Problem description: Copy all lines below that use the word "Cemara".
[[ Data shown, beginning ]]
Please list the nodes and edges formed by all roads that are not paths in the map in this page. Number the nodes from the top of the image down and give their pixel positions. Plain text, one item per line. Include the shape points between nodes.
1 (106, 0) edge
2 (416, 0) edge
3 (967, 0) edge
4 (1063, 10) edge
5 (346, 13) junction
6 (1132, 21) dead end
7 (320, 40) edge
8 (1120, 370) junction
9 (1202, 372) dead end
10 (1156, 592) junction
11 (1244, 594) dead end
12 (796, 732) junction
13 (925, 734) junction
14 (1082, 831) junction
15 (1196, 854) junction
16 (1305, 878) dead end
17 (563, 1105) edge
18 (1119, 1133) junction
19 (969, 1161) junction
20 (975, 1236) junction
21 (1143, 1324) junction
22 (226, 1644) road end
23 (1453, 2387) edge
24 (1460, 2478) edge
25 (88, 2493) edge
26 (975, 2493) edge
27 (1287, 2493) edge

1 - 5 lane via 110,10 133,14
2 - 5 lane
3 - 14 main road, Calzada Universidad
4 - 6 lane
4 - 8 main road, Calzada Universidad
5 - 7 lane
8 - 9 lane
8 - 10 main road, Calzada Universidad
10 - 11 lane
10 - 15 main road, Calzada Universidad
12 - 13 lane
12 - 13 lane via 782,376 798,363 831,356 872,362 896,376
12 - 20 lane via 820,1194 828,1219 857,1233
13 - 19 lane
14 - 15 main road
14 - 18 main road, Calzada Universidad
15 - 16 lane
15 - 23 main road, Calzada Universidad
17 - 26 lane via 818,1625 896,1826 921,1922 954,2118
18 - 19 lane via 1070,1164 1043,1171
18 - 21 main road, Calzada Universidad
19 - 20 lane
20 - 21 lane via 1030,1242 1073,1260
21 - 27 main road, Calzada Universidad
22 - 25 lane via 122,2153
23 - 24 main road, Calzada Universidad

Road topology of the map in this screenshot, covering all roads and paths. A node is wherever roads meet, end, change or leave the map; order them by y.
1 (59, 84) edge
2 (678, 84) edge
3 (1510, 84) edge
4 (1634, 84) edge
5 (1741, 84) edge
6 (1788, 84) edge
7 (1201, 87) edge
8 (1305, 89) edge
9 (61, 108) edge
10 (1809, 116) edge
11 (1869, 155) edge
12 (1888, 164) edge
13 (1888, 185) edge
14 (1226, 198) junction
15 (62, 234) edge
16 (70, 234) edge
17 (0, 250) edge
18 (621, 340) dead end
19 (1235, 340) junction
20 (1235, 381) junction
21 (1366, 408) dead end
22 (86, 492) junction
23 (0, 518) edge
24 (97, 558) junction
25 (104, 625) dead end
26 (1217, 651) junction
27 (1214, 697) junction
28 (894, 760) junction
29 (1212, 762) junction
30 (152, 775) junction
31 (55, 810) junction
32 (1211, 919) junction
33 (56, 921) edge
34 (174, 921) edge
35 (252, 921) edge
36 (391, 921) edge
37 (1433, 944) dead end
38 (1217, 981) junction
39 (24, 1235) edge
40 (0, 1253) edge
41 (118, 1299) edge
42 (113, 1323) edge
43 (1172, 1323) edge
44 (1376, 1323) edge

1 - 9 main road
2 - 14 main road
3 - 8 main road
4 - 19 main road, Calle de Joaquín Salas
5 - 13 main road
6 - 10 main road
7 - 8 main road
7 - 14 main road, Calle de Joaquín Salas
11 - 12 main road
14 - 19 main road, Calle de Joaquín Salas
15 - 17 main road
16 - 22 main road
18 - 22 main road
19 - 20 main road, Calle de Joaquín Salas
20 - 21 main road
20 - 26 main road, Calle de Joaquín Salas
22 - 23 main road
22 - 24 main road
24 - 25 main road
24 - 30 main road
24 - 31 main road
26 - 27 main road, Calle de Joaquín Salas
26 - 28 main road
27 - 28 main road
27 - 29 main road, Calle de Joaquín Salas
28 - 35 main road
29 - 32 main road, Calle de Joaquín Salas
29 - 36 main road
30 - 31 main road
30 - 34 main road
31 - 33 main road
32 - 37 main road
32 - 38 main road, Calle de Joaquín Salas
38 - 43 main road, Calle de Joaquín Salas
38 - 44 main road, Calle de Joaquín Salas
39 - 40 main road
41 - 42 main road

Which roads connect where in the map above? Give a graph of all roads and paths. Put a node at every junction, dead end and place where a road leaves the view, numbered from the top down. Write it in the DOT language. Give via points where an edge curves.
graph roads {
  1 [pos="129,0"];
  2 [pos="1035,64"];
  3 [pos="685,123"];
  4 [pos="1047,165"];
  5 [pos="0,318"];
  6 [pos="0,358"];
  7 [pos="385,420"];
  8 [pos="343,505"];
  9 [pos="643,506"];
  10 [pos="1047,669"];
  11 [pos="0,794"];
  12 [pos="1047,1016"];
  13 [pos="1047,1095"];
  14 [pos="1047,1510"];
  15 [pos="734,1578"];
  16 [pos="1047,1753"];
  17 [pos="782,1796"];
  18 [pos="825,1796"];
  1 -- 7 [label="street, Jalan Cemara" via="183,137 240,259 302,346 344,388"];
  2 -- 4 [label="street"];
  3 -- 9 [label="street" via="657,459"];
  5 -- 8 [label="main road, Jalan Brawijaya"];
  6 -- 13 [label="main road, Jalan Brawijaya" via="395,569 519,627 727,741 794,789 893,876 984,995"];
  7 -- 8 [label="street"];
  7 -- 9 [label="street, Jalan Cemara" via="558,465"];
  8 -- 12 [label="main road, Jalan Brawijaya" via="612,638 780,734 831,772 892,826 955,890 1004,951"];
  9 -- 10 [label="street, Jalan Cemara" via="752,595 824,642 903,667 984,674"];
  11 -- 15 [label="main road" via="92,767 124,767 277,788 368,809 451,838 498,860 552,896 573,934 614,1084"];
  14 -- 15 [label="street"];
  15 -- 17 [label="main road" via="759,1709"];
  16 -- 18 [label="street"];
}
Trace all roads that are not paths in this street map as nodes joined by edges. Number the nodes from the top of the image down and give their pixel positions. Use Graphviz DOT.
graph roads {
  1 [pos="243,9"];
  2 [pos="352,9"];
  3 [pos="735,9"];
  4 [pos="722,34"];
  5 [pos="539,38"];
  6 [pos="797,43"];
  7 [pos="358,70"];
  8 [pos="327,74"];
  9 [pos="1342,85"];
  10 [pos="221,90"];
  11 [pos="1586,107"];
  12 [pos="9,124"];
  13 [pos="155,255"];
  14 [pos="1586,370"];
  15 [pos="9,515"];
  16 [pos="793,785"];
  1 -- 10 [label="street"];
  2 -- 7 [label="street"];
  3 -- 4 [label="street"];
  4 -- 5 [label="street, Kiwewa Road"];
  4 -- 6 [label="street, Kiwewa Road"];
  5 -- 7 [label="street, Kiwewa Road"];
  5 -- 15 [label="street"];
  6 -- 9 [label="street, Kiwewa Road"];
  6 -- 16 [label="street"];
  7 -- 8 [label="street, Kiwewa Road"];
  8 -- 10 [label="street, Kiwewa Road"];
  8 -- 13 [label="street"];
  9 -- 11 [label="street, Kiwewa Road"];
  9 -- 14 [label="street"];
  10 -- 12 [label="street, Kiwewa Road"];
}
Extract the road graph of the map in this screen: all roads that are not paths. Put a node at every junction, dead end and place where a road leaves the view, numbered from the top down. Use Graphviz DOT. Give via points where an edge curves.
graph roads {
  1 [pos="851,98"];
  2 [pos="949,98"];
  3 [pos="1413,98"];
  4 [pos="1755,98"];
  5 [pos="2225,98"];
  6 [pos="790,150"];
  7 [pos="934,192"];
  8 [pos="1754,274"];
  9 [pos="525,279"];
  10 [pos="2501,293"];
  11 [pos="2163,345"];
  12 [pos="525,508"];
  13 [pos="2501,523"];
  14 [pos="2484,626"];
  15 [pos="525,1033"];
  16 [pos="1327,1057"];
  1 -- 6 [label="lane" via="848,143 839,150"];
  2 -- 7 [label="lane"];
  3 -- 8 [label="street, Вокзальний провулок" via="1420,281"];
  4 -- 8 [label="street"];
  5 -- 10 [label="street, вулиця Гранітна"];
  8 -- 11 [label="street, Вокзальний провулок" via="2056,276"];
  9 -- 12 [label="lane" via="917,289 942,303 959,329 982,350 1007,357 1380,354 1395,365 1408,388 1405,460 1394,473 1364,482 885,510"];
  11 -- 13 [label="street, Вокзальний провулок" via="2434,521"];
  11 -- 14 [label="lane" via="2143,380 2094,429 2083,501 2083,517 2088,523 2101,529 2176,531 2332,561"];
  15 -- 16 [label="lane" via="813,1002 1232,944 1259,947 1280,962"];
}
[[ Data shown, end ]]
Answer area:
  1 -- 7 [label="street, Jalan Cemara" via="183,137 240,259 302,346 344,388"];
  7 -- 9 [label="street, Jalan Cemara" via="558,465"];
  9 -- 10 [label="street, Jalan Cemara" via="752,595 824,642 903,667 984,674"];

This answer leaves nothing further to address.